Sneak Peek The Billionaire’s Unforgiven Wife now
MAEVE
On the last day of my marriage, Callum Blackwood is standing beside the only door.
Of course he is.
The courthouse gave us a private dissolution suite because Blackwood divorces apparently require polished walnut, soundproof walls, and enough discretion to hide a board revolt. Even here, Callum has chosen the position with a clear view of the corridor, the consultation-room entrance, and me.
Twenty-one months have passed since my husband looked at me across our kitchen and told me our marriage was over. My hand remembers the weight of the back of his neck beneath my palm before I have taken three steps into the room.
Dark suit. White shirt. No tie. Dark brown hair cut shorter than I remember. His slate-gray eyes move once over my face, then my hands, then the space behind me.
The wedding band is still on his left hand.
Mine has been locked away since before I filed.
“Maeve.”
One word, low and careful, as if my name has edges now.
I close the door myself.
Callum steps away from it before I have to ask. That should not matter. It does.
Sabine Calder rises from the small conference table.
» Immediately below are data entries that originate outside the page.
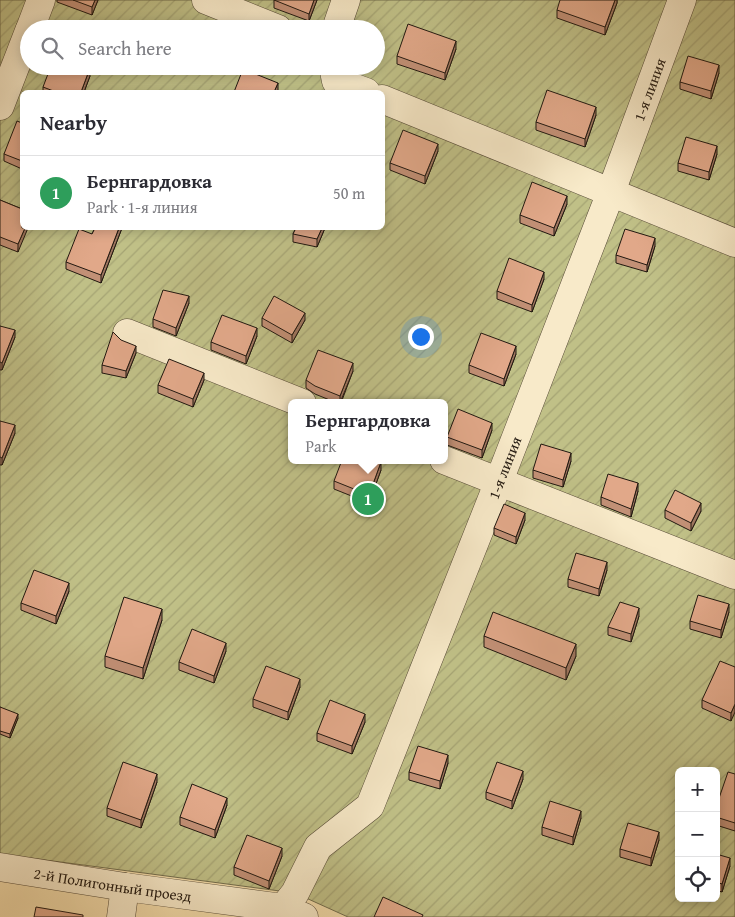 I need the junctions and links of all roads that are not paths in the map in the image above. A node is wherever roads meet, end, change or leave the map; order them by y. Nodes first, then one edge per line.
1 (41, 0) edge
2 (206, 0) edge
3 (346, 0) edge
4 (682, 0) edge
5 (33, 20) edge
6 (256, 20) edge
7 (339, 20) edge
8 (20, 54) edge
9 (335, 75) edge
10 (361, 90) edge
11 (385, 100) edge
12 (0, 106) edge
13 (611, 192) junction
14 (735, 243) edge
15 (127, 333) dead end
16 (292, 399) edge
17 (448, 462) edge
18 (499, 482) junction
19 (735, 575) edge
20 (0, 867) edge
21 (125, 887) junction
22 (294, 912) edge
23 (121, 917) edge

1 - 5 street
2 - 6 street
3 - 7 street
4 - 13 street, 1-я линия
8 - 12 street
9 - 10 street
11 - 13 street
13 - 14 street
13 - 18 street, 1-я линия
15 - 16 street
17 - 18 street
18 - 19 street
18 - 22 street, 1-я линия
20 - 21 street, 2-й Полигонный проезд
21 - 22 street, 2-й Полигонный проезд
21 - 23 street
She is the only person in the room whose presence does not feel like a claim. Her leather case is closed. No brass key. No sealed instruction. No inventory card displayed like a family relic that might persuade me to remain someone’s wife.
“Good morning,” she says. “Before the hearing is called, I need to confirm the Foundation custody position and the limits of today’s discussion.”
I set my Havenridge notebook beside the folder holding the final dissolution papers. “The limits are simple. I received the complete notice through counsel. I read Gideon’s instruction. I know the room exists. None of that changes what I came here to do.”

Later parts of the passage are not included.